Kory testified that “IVM could reduce hospitalizations by almost 90 percent and deaths by almost 75 percent.” Kory is one of a multitude of leading front-line physicians, including McCullough, Florida’s Surgeon General Joe Ladopo, Professor Paul Marik, Dr. Joseph Varone, and mRNA vaccine inventor, Dr. Robert Malone, and many, many others, who believe that early treatment with ivermectin would have avoided 75 percent-80 percent of deaths and saved our country a trillion dollars in treasure.
“COVID resulted in ~6 million hospitalizations and 700,000+ deaths in America,” says Dr. Kory. “If HCQ and IVM had been widely used instead of systematically suppressed, we could have prevented 75 percent, or at least 500,000 deaths, and 80 percent of hospitalizations, or 4.8 million. We could have spared the states hundreds of billions of dollars.”
Ten days after the FLCCC presentation, on January 14, the NIH’s COVID-19 Treatment Guidelines Panel changed its previously negative recommendation to doctors regarding ivermectin to “neither for nor against,” cracking open the door just a little for physicians to use IVM as a therapeutic option. That is the same neutral recommendation the NIH committee members gave for monoclonal antibody and convalescent plasma treatments. Although the hopes were that both of these latter treatments would be effective when used early, convalescent plasma, “a favorite of nearly all academic medical centers in the country, failed miserably to show efficacy in numerous clinical trials” said Dr. Kory, while monoclonal antibodies did prove effective in preventing hospitalization.
NIH’s neutral January 14, 202130 “non-recommendation,”31 issued in the face of strong evidence of ivermectin’s safety and efficacy for COVID-19, was the first obvious signal of the agency’s determination to suppress IVM. NIH claimed that there was “Insufficient evidence . . . to recommend either for or against the use of ivermectin for the treatment of COVID-19.”

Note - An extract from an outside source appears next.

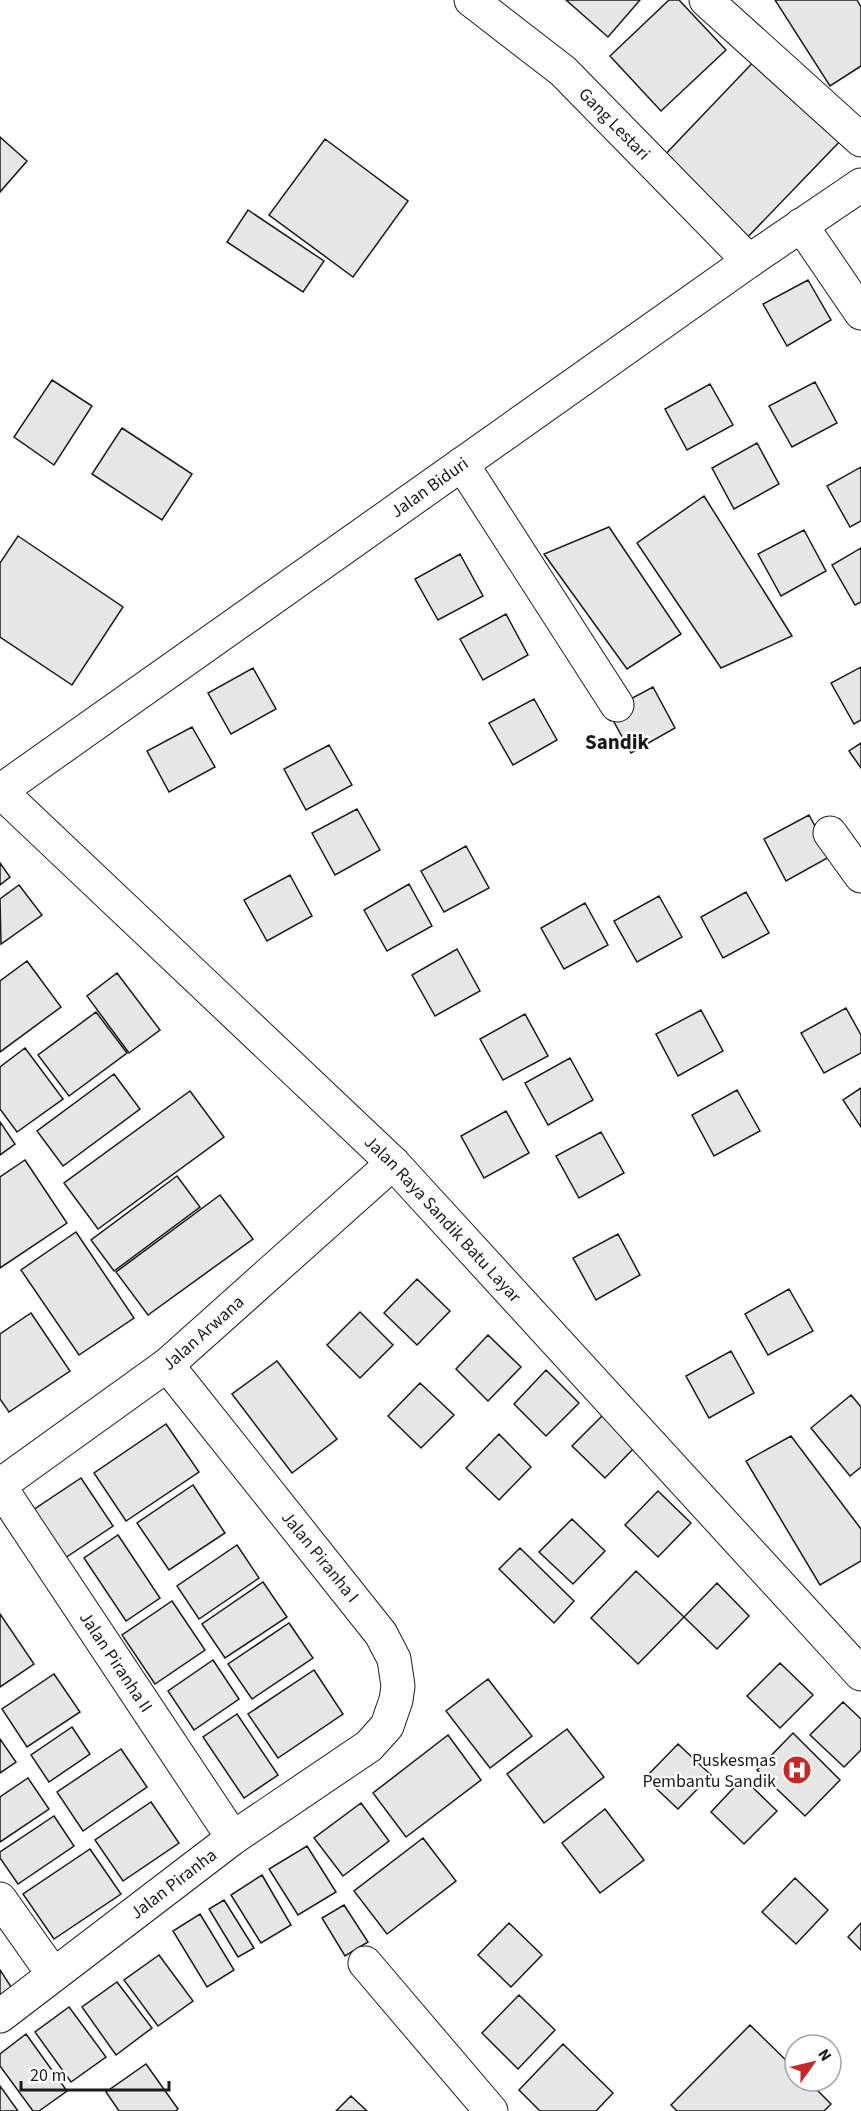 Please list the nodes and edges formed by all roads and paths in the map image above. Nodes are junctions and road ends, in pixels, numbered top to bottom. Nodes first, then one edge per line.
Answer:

NIH shrouded its process for reaching that non-recommendation in secrecy, refusing to disclose the panel members who took part in the ivermectin deliberations, and redacting their names from the documents that various Freedom of Information Act requests compelled the agency to produce. For a time, only Dr. Fauci, Francis Collins, and the panelists themselves knew their identities. NIH took extreme measures to keep the names secret, fighting all the way into federal court to shield the proceedings from transparency.32,33
As Collins and Dr. Fauci maneuvered to shade the process from sunlight, the Centers for Disease Control and Prevention (CDC), in response to a separate FOIA request, disclosed the group’s nine members.34 Three members of the working group, Adaora Adimora, Roger Bedimo, and David V. Glidden, had disclosed financial relationships with Merck.
A fourth member of the NIH Guidelines Committee, Susanna Naggie, received a $155 million grant35 to conduct further studies of ivermectin following the NIH non-recommendation. NIAID’s windfall payoff to Naggie would have been unlikely to go forward if the committee voted to approve IVM.
Today, as Dr. Fauci moves the US to eliminate all use of ivermectin, other countries are using more of it.
In February 2021, the head of the Tokyo Metropolitan Medical Association held a press conference to call for adding ivermectin to its outpatient treatment protocol. Several Indian states had added ivermectin to their list of essential medicines to fight COVID-19.36 Indonesia’s government not only authorized the use of the drug but also created a website showing its real-time availability.37 After giving out 3rd booster doses of Pfizer’s COVID-19 vaccine, but still seeing high rates of COVID-19 hospitalizations and deaths, Israel started using ivermectin officially in September 2021, with the health insurance companies distributing ivermectin to high-risk citizens. El Salvador distributes IVM for free to all of its citizens.38
Nations whose residents have easy access to ivermectin invariably see immediate and dramatic declines in COVID deaths. Hospitals in Indonesia started using ivermectin on July 22, 2021. By the first week of August, cases and deaths were plummeting.39
A December 2020 study showed that African and Asian countries that widely used ivermectin to treat and prevent various parasitic diseases enjoy some of the world’s lowest-reported COVID case and mortality rates.40 After controlling for confounding factors, including the Human Development Index (HDI), the eleven African nations with membership in the African Programme for Onchocerciasis (aka “river blindness,” for which ivermectin is standard of care) APOC show 28 percent lower mortality than non-APOC African countries, and an 8 percent lower rate of COVID-19 infection.